## Input for this task
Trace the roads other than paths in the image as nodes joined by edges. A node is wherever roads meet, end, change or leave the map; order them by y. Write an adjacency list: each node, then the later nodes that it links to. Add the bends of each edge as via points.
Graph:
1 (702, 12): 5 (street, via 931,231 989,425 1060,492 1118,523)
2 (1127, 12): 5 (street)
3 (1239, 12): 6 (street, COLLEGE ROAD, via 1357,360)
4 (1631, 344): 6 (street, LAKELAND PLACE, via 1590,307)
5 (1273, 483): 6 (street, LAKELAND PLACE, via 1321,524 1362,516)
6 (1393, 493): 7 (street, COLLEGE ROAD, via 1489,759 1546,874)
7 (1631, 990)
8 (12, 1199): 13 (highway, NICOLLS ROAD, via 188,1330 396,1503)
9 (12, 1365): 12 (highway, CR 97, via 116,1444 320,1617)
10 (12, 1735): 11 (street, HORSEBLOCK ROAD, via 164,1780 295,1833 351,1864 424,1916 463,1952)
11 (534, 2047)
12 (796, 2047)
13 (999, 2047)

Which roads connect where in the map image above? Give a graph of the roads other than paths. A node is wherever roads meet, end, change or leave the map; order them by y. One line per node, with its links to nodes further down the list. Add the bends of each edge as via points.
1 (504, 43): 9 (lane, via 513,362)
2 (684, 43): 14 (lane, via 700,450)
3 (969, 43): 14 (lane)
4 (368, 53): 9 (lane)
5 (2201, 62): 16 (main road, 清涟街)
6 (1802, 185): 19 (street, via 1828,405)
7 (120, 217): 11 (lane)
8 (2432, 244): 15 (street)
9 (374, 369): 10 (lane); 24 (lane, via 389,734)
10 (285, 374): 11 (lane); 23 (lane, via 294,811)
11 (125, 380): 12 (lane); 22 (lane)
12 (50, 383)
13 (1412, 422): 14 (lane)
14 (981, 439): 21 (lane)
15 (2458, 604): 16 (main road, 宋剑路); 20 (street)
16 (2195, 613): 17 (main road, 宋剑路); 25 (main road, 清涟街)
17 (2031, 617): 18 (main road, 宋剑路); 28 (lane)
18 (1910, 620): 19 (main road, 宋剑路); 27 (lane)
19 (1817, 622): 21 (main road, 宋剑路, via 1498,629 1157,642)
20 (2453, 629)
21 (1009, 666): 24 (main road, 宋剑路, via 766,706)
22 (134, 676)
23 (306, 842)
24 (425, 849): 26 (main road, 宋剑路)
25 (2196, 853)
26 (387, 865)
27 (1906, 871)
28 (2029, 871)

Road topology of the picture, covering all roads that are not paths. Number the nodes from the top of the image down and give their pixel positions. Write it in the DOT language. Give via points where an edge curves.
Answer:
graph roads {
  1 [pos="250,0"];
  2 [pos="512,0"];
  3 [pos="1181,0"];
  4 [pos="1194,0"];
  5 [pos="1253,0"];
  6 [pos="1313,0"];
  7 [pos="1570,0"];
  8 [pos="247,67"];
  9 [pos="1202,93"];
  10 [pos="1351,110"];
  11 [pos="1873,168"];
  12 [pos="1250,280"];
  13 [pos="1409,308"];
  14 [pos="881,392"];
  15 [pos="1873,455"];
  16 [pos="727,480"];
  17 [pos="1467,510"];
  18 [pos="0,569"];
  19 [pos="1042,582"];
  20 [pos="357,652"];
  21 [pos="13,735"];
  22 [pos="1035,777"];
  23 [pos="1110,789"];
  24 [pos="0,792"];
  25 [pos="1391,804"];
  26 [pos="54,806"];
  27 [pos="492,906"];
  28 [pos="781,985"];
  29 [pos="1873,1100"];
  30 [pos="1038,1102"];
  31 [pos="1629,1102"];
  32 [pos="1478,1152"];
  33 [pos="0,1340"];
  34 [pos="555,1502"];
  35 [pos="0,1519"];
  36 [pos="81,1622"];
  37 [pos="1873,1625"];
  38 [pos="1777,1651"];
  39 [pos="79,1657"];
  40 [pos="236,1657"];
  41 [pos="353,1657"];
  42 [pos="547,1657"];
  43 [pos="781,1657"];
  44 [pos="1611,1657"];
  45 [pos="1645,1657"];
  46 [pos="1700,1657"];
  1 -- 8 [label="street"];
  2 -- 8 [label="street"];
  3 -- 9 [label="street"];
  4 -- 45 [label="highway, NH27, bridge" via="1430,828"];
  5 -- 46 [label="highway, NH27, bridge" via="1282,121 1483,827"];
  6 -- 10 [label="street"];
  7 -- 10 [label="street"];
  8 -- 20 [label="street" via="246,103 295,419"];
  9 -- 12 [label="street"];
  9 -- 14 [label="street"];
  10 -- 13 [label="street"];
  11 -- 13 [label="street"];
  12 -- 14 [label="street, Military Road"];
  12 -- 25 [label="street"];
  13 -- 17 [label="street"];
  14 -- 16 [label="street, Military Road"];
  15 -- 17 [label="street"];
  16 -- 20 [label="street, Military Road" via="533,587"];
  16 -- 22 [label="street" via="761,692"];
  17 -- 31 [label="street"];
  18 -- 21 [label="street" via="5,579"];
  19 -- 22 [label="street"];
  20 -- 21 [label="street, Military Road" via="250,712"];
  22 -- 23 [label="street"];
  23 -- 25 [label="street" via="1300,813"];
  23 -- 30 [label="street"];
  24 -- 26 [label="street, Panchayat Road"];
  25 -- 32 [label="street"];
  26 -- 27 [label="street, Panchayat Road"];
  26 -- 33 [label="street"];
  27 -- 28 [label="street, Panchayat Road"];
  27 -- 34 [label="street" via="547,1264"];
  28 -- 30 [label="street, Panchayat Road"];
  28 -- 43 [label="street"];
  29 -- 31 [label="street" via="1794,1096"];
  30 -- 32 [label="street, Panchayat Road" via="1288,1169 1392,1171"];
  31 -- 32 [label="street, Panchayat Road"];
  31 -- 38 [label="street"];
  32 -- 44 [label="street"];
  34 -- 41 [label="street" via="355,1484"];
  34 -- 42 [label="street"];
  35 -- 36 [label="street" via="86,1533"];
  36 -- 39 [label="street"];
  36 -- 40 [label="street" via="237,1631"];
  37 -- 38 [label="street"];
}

## Brief
Using the data above, tally each line in which "PLACE" appears and give the number with no other words.

## Result for this exercise
2